Not every application should have the ability to request offline tokens. A web application that users access daily probably doesn’t need month-long offline sessions, while a mobile app might. Keycloak provides several ways to control this.

Option 1: Remove from Client’s Optional Scopes (Recommended)

The cleanest approach is to simply remove the offline_access scope from clients that shouldn’t have it:

1. Go to Clients ? Select your client
2. Go to Client scopes tab
3. Find offline_access in Assigned optional client scopes
4. Remove it

Option 2: Role-Based Restriction

For more nuanced control, you can require specific roles to request offline access:

1. Go to Client scopes ? offline_access
2. Go to Scope tab
3. Assign specific roles that are required
4. Only users with those roles can request offline tokens

Option 3: Remove from Realm Default Optional Scopes

To disable offline access realm-wide by default:

1. Go to Realm settings ? Client scopes tab
2. Remove offline_access from Default Optional Client Scopes

Offline Access Control Flow

This diagram shows how Keycloak decides whether to grant offline access:

Related Source Files Summary

For quick reference, here’s a consolidated list of the key source files we’ve discussed:

Authentication Sessions (Details)

This section covers authentication sessions—the temporary sessions that manage the login flow. Understanding these is important if you’re customizing authentication flows or debugging login issues.

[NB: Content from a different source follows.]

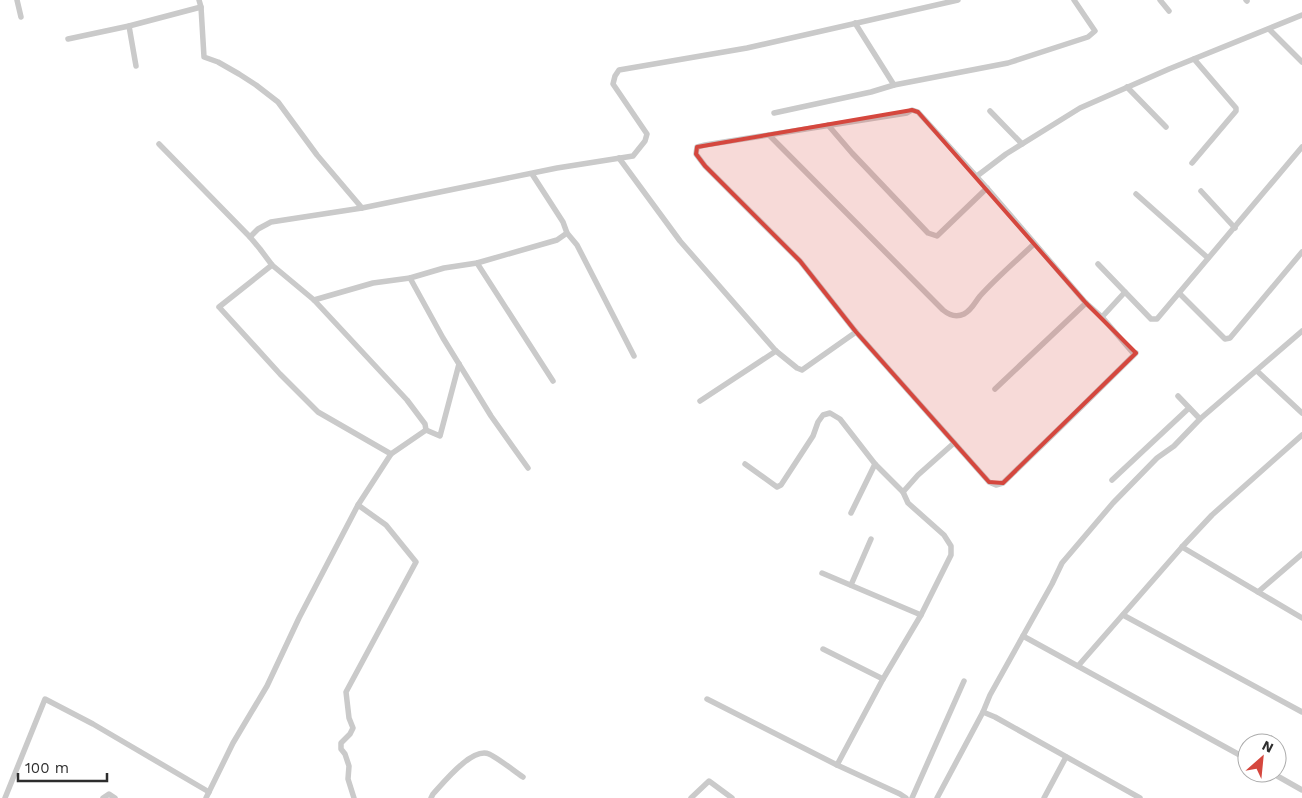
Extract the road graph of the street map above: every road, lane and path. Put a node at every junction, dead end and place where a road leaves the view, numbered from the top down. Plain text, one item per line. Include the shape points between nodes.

What is an Authentication Session?

An Authentication Session is a short-lived, transient session that tracks the state of an in-progress authentication. It exists from the moment a user initiates login until authentication completes (success or failure). It stores the progress through potentially complex authentication flows.

“Represents the state of the authentication. If the login is requested from different tabs of same browser, every browser tab has it’s own state of the authentication.”
— AuthenticationSessionModel.java:25-31

Key characteristics:

• Transient: Not persisted to database, only in distributed cache
• Short-lived: Expires after ~30 minutes (configurable)
• Per-tab: Each browser tab has its own authentication state
• Cleared on completion: Removed after successful authentication

Two-Level Architecture

Authentication sessions use a two-level architecture to handle the complexity of modern browser behavior. At the top level, a Root Authentication Session represents your browser. Underneath it, individual Authentication Sessions represent each browser tab where you might be logging in.

Tab ID Concept

Each browser tab gets a unique TabId – a Base64Url encoded random identifier (8 bytes ? 10-11 characters). This allows Keycloak to track multiple concurrent login attempts from the same browser without confusion.

Generation:

// From RootAuthenticationSessionAdapter.java:127
String tabId = Base64Url.encode(SecretGenerator.getInstance().randomBytes(8));

Compound ID Format: rootSessionId.tabId.clientUUID

• Used for cluster-wide lookups and cross-datacenter synchronization
• Parsed by AuthenticationSessionCompoundId

Multi-Tab Handling

Here’s what happens when you have the login page open in multiple tabs:

Tab Limit: Maximum 300 concurrent tabs per root session (configurable)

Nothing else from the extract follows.